● **Exercise objective**
Return the records, each one exactly as written.

● **Data records**
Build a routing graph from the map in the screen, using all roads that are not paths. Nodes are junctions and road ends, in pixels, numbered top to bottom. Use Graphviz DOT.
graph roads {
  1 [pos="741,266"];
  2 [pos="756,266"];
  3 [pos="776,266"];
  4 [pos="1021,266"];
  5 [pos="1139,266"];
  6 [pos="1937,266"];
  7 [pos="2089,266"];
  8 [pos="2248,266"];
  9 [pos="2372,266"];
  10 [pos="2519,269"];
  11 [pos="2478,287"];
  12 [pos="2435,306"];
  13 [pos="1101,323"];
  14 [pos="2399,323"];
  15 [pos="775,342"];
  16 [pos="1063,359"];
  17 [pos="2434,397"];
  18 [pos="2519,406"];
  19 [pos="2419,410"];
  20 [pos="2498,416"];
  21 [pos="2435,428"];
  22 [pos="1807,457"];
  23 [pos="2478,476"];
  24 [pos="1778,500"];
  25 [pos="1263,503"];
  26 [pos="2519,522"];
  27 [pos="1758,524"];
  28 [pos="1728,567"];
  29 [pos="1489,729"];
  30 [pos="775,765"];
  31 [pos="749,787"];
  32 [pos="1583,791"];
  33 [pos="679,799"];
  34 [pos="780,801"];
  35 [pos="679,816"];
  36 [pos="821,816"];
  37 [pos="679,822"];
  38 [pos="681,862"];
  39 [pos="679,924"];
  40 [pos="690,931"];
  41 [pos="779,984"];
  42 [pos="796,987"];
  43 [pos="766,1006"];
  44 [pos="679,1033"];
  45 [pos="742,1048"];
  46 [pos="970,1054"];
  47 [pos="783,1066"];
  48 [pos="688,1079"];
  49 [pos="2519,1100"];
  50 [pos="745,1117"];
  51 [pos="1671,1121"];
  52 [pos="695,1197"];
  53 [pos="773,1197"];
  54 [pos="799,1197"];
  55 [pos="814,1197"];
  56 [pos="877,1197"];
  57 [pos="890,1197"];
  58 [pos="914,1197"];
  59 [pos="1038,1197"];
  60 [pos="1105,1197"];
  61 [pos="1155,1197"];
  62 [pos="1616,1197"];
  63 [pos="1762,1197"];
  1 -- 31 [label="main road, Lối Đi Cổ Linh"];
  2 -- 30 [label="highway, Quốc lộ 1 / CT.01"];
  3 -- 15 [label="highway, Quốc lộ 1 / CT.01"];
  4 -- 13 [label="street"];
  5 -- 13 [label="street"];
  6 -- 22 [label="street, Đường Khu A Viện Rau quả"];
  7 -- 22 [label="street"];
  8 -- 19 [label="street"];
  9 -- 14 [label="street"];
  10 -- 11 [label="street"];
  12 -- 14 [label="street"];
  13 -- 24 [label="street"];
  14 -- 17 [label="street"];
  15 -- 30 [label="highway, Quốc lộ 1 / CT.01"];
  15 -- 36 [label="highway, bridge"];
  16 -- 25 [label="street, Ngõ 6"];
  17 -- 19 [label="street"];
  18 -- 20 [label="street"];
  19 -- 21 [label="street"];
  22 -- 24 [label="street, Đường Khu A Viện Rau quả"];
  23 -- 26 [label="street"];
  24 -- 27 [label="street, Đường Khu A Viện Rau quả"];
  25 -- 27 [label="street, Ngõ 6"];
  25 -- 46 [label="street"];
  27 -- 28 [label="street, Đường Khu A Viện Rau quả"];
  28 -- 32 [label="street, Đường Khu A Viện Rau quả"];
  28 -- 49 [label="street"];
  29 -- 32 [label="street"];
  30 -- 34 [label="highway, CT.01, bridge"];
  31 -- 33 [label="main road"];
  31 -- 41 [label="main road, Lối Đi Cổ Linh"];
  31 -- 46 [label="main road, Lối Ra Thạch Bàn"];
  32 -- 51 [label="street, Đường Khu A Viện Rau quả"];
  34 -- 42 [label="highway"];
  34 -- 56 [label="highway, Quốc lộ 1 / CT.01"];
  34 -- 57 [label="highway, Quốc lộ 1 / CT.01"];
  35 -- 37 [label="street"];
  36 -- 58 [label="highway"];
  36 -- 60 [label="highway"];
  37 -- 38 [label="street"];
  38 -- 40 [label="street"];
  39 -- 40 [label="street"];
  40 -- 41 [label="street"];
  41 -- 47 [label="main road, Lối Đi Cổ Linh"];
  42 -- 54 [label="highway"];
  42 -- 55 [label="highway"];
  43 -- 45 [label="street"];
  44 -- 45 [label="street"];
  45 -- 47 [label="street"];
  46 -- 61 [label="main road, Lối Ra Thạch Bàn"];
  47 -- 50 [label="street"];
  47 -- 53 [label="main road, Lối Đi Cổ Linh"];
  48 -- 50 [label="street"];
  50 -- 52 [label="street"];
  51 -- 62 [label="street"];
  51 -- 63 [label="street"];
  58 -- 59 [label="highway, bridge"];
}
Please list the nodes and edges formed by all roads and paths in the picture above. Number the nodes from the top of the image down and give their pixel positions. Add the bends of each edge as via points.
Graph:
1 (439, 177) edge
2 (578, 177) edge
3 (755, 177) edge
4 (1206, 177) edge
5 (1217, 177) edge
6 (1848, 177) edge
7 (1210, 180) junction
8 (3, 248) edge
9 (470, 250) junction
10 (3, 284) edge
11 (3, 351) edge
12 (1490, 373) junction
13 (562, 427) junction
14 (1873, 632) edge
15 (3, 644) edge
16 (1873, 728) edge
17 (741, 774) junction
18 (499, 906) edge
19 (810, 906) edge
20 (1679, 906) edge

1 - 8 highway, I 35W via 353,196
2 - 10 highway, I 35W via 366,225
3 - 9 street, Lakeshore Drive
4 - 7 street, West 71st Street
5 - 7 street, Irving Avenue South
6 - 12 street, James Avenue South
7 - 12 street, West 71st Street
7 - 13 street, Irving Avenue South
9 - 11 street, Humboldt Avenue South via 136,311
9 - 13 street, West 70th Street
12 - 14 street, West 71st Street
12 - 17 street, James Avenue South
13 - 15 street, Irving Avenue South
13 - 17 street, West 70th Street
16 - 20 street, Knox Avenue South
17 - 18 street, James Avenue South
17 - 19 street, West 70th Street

● **Task output**
Build a routing graph from the map in the screen, using all roads that are not paths. Nodes are junctions and road ends, in pixels, numbered top to bottom. Use Graphviz DOT.
graph roads {
  1 [pos="741,266"];
  2 [pos="756,266"];
  3 [pos="776,266"];
  4 [pos="1021,266"];
  5 [pos="1139,266"];
  6 [pos="1937,266"];
  7 [pos="2089,266"];
  8 [pos="2248,266"];
  9 [pos="2372,266"];
  10 [pos="2519,269"];
  11 [pos="2478,287"];
  12 [pos="2435,306"];
  13 [pos="1101,323"];
  14 [pos="2399,323"];
  15 [pos="775,342"];
  16 [pos="1063,359"];
  17 [pos="2434,397"];
  18 [pos="2519,406"];
  19 [pos="2419,410"];
  20 [pos="2498,416"];
  21 [pos="2435,428"];
  22 [pos="1807,457"];
  23 [pos="2478,476"];
  24 [pos="1778,500"];
  25 [pos="1263,503"];
  26 [pos="2519,522"];
  27 [pos="1758,524"];
  28 [pos="1728,567"];
  29 [pos="1489,729"];
  30 [pos="775,765"];
  31 [pos="749,787"];
  32 [pos="1583,791"];
  33 [pos="679,799"];
  34 [pos="780,801"];
  35 [pos="679,816"];
  36 [pos="821,816"];
  37 [pos="679,822"];
  38 [pos="681,862"];
  39 [pos="679,924"];
  40 [pos="690,931"];
  41 [pos="779,984"];
  42 [pos="796,987"];
  43 [pos="766,1006"];
  44 [pos="679,1033"];
  45 [pos="742,1048"];
  46 [pos="970,1054"];
  47 [pos="783,1066"];
  48 [pos="688,1079"];
  49 [pos="2519,1100"];
  50 [pos="745,1117"];
  51 [pos="1671,1121"];
  52 [pos="695,1197"];
  53 [pos="773,1197"];
  54 [pos="799,1197"];
  55 [pos="814,1197"];
  56 [pos="877,1197"];
  57 [pos="890,1197"];
  58 [pos="914,1197"];
  59 [pos="1038,1197"];
  60 [pos="1105,1197"];
  61 [pos="1155,1197"];
  62 [pos="1616,1197"];
  63 [pos="1762,1197"];
  1 -- 31 [label="main road, Lối Đi Cổ Linh"];
  2 -- 30 [label="highway, Quốc lộ 1 / CT.01"];
  3 -- 15 [label="highway, Quốc lộ 1 / CT.01"];
  4 -- 13 [label="street"];
  5 -- 13 [label="street"];
  6 -- 22 [label="street, Đường Khu A Viện Rau quả"];
  7 -- 22 [label="street"];
  8 -- 19 [label="street"];
  9 -- 14 [label="street"];
  10 -- 11 [label="street"];
  12 -- 14 [label="street"];
  13 -- 24 [label="street"];
  14 -- 17 [label="street"];
  15 -- 30 [label="highway, Quốc lộ 1 / CT.01"];
  15 -- 36 [label="highway, bridge"];
  16 -- 25 [label="street, Ngõ 6"];
  17 -- 19 [label="street"];
  18 -- 20 [label="street"];
  19 -- 21 [label="street"];
  22 -- 24 [label="street, Đường Khu A Viện Rau quả"];
  23 -- 26 [label="street"];
  24 -- 27 [label="street, Đường Khu A Viện Rau quả"];
  25 -- 27 [label="street, Ngõ 6"];
  25 -- 46 [label="street"];
  27 -- 28 [label="street, Đường Khu A Viện Rau quả"];
  28 -- 32 [label="street, Đường Khu A Viện Rau quả"];
  28 -- 49 [label="street"];
  29 -- 32 [label="street"];
  30 -- 34 [label="highway, CT.01, bridge"];
  31 -- 33 [label="main road"];
  31 -- 41 [label="main road, Lối Đi Cổ Linh"];
  31 -- 46 [label="main road, Lối Ra Thạch Bàn"];
  32 -- 51 [label="street, Đường Khu A Viện Rau quả"];
  34 -- 42 [label="highway"];
  34 -- 56 [label="highway, Quốc lộ 1 / CT.01"];
  34 -- 57 [label="highway, Quốc lộ 1 / CT.01"];
  35 -- 37 [label="street"];
  36 -- 58 [label="highway"];
  36 -- 60 [label="highway"];
  37 -- 38 [label="street"];
  38 -- 40 [label="street"];
  39 -- 40 [label="street"];
  40 -- 41 [label="street"];
  41 -- 47 [label="main road, Lối Đi Cổ Linh"];
  42 -- 54 [label="highway"];
  42 -- 55 [label="highway"];
  43 -- 45 [label="street"];
  44 -- 45 [label="street"];
  45 -- 47 [label="street"];
  46 -- 61 [label="main road, Lối Ra Thạch Bàn"];
  47 -- 50 [label="street"];
  47 -- 53 [label="main road, Lối Đi Cổ Linh"];
  48 -- 50 [label="street"];
  50 -- 52 [label="street"];
  51 -- 62 [label="street"];
  51 -- 63 [label="street"];
  58 -- 59 [label="highway, bridge"];
}
Please list the nodes and edges formed by all roads and paths in the picture above. Number the nodes from the top of the image down and give their pixel positions. Add the bends of each edge as via points.
Graph:
1 (439, 177) edge
2 (578, 177) edge
3 (755, 177) edge
4 (1206, 177) edge
5 (1217, 177) edge
6 (1848, 177) edge
7 (1210, 180) junction
8 (3, 248) edge
9 (470, 250) junction
10 (3, 284) edge
11 (3, 351) edge
12 (1490, 373) junction
13 (562, 427) junction
14 (1873, 632) edge
15 (3, 644) edge
16 (1873, 728) edge
17 (741, 774) junction
18 (499, 906) edge
19 (810, 906) edge
20 (1679, 906) edge

1 - 8 highway, I 35W via 353,196
2 - 10 highway, I 35W via 366,225
3 - 9 street, Lakeshore Drive
4 - 7 street, West 71st Street
5 - 7 street, Irving Avenue South
6 - 12 street, James Avenue South
7 - 12 street, West 71st Street
7 - 13 street, Irving Avenue South
9 - 11 street, Humboldt Avenue South via 136,311
9 - 13 street, West 70th Street
12 - 14 street, West 71st Street
12 - 17 street, James Avenue South
13 - 15 street, Irving Avenue South
13 - 17 street, West 70th Street
16 - 20 street, Knox Avenue South
17 - 18 street, James Avenue South
17 - 19 street, West 70th Street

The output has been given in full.